The undersigned agrees that each such attorney-in-fact herein may rely entirely on information furnished orally or in writing by the undersigned to such attorney-in-fact. The undersigned also agrees to indemnify and hold harmless the Company and each such attorney-in-fact against any losses, claims, damages or liabilities (or actions in these respects) that arise out of or are based upon any untrue statements or omission of necessary facts in the information provided by the undersigned to such attorney-in fact for purposes of executing, acknowledging, delivering or filing Forms 3, 4 or 5 (including amendments thereto), Form ID or Update Passphrase Form and agrees to reimburse the Company and such attorney-in-fact for any legal or other expenses reasonably incurred in connection with investigating or defending against any such loss, claim, damage, liability or action.
This Power of Attorney supersedes any power of attorney previously executed by the undersigned regarding the purposes outlined in the first paragraph hereof (“Prior Powers of Attorney”), and the authority of the attorneys-in-fact named in any Prior Powers of Attorney is hereby revoked.

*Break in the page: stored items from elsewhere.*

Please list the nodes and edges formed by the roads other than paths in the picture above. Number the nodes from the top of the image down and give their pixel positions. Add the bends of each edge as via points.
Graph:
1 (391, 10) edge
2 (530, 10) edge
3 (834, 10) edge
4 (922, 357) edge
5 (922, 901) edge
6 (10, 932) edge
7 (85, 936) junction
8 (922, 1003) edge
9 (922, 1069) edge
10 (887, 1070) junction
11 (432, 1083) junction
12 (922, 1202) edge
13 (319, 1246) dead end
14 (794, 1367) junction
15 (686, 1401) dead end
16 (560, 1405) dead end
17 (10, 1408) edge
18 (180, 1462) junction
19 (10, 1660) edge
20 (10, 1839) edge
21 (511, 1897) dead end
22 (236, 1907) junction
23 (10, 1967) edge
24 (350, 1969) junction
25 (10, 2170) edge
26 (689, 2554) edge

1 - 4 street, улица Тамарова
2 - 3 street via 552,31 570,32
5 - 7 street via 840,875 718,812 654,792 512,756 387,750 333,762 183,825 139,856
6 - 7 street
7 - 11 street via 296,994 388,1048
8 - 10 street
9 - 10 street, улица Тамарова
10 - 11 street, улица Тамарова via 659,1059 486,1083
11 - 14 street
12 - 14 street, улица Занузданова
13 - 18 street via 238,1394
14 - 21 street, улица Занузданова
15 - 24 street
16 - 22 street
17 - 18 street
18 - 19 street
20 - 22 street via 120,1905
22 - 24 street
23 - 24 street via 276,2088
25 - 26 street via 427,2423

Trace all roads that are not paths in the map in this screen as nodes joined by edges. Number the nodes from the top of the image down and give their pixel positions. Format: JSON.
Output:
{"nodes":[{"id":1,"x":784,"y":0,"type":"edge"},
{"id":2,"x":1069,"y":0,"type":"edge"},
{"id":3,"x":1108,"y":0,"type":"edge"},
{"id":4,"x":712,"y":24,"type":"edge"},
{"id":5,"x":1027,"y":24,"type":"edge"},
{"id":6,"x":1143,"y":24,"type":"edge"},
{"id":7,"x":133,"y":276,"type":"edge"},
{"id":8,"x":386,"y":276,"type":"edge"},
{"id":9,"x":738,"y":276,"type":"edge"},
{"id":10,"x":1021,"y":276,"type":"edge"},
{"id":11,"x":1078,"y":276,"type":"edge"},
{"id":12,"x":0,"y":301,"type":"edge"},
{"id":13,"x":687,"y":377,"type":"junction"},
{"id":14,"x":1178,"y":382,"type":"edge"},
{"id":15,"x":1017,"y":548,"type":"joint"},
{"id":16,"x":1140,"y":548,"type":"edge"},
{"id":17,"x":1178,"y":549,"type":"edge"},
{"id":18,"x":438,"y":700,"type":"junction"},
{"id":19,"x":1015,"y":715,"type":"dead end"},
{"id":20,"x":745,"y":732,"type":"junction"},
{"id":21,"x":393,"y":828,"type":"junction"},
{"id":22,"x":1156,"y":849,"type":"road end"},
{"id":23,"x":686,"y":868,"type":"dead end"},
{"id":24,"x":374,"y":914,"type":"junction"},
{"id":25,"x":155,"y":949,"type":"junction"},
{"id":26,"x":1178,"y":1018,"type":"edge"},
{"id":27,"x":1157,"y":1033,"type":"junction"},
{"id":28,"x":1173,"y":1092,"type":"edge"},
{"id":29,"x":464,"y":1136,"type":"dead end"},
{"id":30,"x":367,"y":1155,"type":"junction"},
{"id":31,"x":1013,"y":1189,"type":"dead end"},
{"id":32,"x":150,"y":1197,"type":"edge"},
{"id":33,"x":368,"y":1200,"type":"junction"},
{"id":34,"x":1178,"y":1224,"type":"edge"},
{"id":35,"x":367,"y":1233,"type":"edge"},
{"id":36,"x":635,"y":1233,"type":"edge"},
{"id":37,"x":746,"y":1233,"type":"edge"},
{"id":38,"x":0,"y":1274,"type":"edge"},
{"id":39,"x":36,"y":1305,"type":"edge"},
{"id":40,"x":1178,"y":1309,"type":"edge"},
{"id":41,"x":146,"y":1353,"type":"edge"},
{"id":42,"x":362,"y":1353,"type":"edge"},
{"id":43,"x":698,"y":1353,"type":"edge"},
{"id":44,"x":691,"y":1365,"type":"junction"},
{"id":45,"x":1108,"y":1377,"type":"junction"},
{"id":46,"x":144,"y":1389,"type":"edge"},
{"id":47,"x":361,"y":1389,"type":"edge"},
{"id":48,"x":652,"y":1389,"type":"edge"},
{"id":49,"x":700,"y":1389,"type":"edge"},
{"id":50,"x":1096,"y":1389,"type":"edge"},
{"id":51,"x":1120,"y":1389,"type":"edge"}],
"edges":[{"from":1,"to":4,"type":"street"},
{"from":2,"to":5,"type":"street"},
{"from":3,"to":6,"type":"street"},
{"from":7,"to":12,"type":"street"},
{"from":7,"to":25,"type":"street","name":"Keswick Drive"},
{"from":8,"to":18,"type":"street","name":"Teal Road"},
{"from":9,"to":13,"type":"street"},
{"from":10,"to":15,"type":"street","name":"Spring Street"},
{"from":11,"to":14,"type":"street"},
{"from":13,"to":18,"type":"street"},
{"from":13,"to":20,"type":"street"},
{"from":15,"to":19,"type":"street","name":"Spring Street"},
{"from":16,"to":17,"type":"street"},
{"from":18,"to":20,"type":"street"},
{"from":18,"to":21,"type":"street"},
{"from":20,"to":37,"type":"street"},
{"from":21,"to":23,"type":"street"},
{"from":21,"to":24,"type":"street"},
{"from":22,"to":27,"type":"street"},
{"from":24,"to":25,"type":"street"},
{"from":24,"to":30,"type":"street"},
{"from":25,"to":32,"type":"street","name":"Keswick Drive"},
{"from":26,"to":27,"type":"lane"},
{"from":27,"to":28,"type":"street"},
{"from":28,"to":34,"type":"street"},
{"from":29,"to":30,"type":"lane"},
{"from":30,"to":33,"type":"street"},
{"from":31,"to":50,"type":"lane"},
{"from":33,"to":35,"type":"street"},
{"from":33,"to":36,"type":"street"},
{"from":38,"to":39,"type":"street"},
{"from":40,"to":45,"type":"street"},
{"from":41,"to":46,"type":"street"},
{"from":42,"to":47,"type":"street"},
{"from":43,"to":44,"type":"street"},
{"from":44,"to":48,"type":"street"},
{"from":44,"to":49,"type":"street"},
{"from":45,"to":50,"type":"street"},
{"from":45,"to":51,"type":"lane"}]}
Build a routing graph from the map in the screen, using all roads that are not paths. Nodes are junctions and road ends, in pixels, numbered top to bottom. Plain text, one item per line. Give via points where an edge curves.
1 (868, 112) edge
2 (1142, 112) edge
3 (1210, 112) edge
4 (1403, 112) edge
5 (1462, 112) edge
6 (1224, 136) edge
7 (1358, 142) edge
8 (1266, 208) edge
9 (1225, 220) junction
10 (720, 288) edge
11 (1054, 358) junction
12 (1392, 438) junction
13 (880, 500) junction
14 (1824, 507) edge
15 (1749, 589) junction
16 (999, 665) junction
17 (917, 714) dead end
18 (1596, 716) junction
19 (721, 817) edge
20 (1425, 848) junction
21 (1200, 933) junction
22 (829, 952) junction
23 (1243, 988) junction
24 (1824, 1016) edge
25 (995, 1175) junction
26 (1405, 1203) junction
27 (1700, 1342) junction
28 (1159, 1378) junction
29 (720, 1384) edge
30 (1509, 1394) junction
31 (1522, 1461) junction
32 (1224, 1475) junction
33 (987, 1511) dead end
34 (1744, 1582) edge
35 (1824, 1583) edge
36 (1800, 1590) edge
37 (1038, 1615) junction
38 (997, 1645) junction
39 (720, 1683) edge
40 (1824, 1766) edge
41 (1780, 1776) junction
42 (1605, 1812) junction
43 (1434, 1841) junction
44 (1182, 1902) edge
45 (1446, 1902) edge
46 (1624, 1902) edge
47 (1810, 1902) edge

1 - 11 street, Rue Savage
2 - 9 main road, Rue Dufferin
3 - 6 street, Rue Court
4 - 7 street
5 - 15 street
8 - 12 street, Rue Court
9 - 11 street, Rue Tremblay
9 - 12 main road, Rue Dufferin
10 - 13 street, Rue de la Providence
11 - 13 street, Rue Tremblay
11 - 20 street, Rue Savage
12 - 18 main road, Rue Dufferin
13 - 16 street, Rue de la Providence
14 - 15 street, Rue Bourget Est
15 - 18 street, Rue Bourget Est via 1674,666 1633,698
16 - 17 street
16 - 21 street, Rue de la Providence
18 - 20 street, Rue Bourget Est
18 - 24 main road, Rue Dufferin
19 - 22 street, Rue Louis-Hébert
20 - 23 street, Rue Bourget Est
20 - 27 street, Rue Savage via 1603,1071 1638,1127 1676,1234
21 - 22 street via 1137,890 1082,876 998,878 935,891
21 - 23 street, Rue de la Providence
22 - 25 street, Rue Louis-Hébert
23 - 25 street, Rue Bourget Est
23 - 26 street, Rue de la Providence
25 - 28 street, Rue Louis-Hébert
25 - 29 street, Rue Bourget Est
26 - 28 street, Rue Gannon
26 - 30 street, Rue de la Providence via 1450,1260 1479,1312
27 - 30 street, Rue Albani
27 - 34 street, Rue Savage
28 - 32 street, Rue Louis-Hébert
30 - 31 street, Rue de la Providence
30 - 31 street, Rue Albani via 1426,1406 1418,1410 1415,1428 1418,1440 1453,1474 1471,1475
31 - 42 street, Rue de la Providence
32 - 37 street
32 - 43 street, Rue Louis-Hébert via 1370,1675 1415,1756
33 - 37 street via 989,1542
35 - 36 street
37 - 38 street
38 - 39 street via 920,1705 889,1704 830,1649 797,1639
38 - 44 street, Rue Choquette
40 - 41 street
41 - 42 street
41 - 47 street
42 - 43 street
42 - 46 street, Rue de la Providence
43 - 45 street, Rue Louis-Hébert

This Power of Attorney shall remain in full force and effect until the undersigned is no longer required to file Forms 3, 4 or 5 with respect to the undersigned’s holdings of and transactions in securities issued by the Company, unless earlier (a) revoked by the undersigned in a signed writing delivered to the foregoing attorneys-in-fact or (b) superseded by a new power of attorney regarding the purposes outlined in the first paragraph hereof dated as of a later date.
IN WITNESS WHEREOF, the undersigned has caused this Power of Attorney to be executed as of this 11th day of May, 2023.